The Scottish forces were led from the front by their high ranking noblemen. This was brave, but made the directors, of Scottish army, targets for the enemy. The English began to fire cannon, arrow and other projectiles at the advancing enemy soldiers. The battle developed into a bitter and fierce struggle with the Scots taking huge casualties. They doggedly advanced over the difficult terrain with English soldiers slinging everything they could muster at the advancing Scots. With each pace Scottish fatalities were rising. The situation became more desperate. Leading men were killed and the orderly lines dithered and become unsure without proper leadership. New men of high rank stepped up but they too, were killed.

Eventually the King rallied his Scots in another attempt to break the English line of battle. He led the attack against the Earl of Surrey’s position and as he encouraged his soldiers into the heart of the fighting he began to chop and hack his way forward. Among the Scots was a Lord Hume. In future generations his ancestrial house would have a British Prime Minister - Sir Alec Douglas Hume. 

The English line fought furiously to repel this desperate attack. The English noblemen were guiding the battle from the rear. This may sound cowardly, but they could direct troops where they were needed most. The Scots were losing their talented nobles trying to get through the English infantry of bill, musket and spear. As King James IV led and encouraged his Scots forward into the heart of battle, he edged his mount deep into the furious brawl of fighting men. He tried to reach the Earl of Surrey, hoping to confront and take the English noble one way of another. If he could succeed in this it would cause the enemy rank and file to retreat or run.

The King was but a short distance from the Earl when he was struck by an arrow and then stabbed with a bill hook by one of the many spear men. He fell from his horse among the English soldiers as the Scottish ranks broke. What followed next was the route as the fleeing Scots were hacked down with no leaders to organise them.

At the end of the Battle of Flodden (Sometimes called Battle of Braxton) Scotland had lost in excess of 10,000 men. Many would perish in the confusion of the route, though large numbers also fell in the actual battle. Of these vanquished Scotsmen, there were 9 Earls, 13 Barons, 5 titled heirs, 3 Bishops, 2 Abbots and of course; the King of Scotland.

King James IV was the last British king to die in Battle. His English wife and sister of England’s Henry VIII would remain in Scotland while James V grew to an adult. She also gave birth to a second son of King James IV – a son received posthumously.

The English lost an estimated 1,500 soldiers during the battle. A Scottish Lord was said to have advised the late Scottish King against the conflict, comparing the contest to be a wager of a gold piece to that of an unworthy half penny.

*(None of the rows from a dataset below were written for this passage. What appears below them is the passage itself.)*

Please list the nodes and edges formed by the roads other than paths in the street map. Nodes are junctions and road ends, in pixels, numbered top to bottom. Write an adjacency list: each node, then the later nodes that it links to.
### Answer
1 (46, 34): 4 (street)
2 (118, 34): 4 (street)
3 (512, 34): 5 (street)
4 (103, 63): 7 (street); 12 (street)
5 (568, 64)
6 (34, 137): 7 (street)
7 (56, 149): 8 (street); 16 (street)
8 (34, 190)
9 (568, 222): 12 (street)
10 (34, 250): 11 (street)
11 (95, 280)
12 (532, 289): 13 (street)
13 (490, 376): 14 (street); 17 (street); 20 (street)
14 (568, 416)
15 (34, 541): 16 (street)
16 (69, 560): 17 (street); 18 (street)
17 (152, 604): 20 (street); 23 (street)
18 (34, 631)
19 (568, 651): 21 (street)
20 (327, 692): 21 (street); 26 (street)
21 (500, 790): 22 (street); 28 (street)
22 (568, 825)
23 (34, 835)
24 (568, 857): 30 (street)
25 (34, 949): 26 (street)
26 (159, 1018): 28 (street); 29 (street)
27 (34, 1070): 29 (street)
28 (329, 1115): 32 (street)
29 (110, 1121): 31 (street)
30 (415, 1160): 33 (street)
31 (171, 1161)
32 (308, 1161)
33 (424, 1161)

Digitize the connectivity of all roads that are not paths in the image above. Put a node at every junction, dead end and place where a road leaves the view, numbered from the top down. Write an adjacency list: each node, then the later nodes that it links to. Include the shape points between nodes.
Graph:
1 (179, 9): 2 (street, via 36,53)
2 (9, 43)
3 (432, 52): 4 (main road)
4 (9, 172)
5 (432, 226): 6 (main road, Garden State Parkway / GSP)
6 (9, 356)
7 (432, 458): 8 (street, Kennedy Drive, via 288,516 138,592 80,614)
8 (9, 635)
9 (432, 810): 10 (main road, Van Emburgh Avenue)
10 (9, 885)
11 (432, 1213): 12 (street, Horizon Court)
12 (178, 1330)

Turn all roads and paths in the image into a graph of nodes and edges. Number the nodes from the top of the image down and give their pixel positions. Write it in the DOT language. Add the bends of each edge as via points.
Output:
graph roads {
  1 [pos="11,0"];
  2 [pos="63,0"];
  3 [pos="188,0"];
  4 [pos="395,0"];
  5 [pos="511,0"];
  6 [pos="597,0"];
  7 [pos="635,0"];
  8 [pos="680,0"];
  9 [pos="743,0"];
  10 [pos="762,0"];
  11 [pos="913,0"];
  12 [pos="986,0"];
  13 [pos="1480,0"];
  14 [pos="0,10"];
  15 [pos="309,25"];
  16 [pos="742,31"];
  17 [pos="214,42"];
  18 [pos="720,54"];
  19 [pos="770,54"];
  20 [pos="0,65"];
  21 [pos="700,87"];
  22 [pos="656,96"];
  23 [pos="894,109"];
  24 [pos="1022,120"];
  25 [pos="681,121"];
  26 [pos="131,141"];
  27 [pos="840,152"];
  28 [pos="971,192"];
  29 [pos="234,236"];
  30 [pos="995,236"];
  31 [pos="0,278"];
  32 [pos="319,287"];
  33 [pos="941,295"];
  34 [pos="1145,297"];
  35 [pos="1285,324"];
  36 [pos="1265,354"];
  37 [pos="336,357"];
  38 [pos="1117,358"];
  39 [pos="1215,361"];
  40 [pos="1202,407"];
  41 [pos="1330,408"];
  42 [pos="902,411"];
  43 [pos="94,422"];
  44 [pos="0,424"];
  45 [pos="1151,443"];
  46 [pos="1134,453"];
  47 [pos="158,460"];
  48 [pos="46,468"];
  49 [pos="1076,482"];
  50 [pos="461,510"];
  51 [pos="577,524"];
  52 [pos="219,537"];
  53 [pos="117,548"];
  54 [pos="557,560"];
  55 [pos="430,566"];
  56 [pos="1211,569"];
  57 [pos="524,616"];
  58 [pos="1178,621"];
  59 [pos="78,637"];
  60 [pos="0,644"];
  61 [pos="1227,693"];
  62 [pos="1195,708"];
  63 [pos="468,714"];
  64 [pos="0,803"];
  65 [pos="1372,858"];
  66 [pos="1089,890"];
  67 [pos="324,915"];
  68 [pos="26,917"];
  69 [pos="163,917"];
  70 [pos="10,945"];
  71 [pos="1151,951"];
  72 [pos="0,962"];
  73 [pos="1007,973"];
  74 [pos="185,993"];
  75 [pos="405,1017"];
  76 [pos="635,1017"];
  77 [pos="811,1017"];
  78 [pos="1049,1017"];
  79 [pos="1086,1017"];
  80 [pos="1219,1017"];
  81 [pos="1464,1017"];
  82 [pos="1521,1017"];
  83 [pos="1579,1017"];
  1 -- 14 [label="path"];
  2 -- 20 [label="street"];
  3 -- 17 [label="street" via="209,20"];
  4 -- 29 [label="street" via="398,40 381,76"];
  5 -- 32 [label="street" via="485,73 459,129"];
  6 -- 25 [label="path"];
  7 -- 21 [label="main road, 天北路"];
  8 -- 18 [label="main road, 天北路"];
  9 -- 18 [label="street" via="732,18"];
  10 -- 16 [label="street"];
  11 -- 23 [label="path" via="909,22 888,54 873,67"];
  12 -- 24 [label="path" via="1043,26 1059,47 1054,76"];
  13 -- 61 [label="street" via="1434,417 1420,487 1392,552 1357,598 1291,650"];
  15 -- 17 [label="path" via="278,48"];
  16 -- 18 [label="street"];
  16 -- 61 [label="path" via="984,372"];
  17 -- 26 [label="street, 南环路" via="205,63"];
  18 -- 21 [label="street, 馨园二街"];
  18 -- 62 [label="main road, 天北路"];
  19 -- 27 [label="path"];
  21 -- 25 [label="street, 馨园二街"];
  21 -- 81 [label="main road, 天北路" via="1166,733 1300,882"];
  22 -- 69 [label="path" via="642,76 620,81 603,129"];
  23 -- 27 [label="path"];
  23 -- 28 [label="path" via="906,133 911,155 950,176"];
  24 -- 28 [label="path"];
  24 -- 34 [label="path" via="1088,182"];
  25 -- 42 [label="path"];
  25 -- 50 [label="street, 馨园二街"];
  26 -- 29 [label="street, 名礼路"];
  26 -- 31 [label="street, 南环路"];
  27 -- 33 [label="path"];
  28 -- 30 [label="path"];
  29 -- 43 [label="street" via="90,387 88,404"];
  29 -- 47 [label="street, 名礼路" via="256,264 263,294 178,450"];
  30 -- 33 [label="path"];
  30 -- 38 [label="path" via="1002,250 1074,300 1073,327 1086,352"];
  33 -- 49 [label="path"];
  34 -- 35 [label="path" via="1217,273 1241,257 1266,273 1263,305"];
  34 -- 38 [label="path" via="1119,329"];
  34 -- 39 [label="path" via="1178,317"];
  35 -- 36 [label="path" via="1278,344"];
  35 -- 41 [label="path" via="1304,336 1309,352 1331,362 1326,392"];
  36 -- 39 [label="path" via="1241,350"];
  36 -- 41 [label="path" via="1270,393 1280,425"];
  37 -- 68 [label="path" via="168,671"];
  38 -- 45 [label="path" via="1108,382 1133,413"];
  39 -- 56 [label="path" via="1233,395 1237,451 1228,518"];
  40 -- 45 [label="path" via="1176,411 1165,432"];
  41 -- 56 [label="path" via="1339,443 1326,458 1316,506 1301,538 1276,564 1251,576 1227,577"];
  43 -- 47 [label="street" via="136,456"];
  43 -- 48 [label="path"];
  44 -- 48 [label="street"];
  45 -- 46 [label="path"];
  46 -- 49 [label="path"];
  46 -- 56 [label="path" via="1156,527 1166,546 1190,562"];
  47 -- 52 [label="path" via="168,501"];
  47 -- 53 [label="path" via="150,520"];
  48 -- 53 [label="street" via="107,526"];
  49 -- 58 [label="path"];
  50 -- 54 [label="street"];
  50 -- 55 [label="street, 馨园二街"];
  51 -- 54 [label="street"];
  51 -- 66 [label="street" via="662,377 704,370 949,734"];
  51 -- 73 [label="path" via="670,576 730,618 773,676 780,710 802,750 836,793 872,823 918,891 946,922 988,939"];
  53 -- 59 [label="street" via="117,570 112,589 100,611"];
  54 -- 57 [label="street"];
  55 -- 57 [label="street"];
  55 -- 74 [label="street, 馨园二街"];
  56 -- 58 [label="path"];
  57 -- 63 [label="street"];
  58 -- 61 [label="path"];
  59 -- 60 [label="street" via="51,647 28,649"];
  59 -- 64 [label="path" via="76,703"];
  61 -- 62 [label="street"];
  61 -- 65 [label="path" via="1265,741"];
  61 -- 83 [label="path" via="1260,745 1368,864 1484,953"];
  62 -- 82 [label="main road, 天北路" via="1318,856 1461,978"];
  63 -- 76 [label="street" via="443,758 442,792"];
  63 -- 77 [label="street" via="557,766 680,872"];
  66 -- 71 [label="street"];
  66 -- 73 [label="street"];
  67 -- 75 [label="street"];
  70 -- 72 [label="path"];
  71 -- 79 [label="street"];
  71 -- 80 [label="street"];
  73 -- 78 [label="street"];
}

Scotland’s King being the gold piece, while England’s Earl being the bent half penny. If such a thing were so, it would have made the loss even greater for Scotland.

As far as The War of the League of Cambrai went; The French and Venetians won victory. The English were allied to the losing side, but suffered no great loss from it. The Scots were allied to the winning side, but lost much, including their King. Even their fine ship, the Great Michael became a possession of their French ally. Because the huge ship cost so much to maintain and much of Scotland’s nobility had perished; the huge battleship was sold to King Louis XII of France for 40,000 livres. It was renamed Le Grand Nef d’Ecosse (The Big Nave of Scotland)

Queen Catherine of England sent Henry VIII the bloodied shirt of Scotland's King James IV as a war trophy. The English king remained in France continuing with his campaign.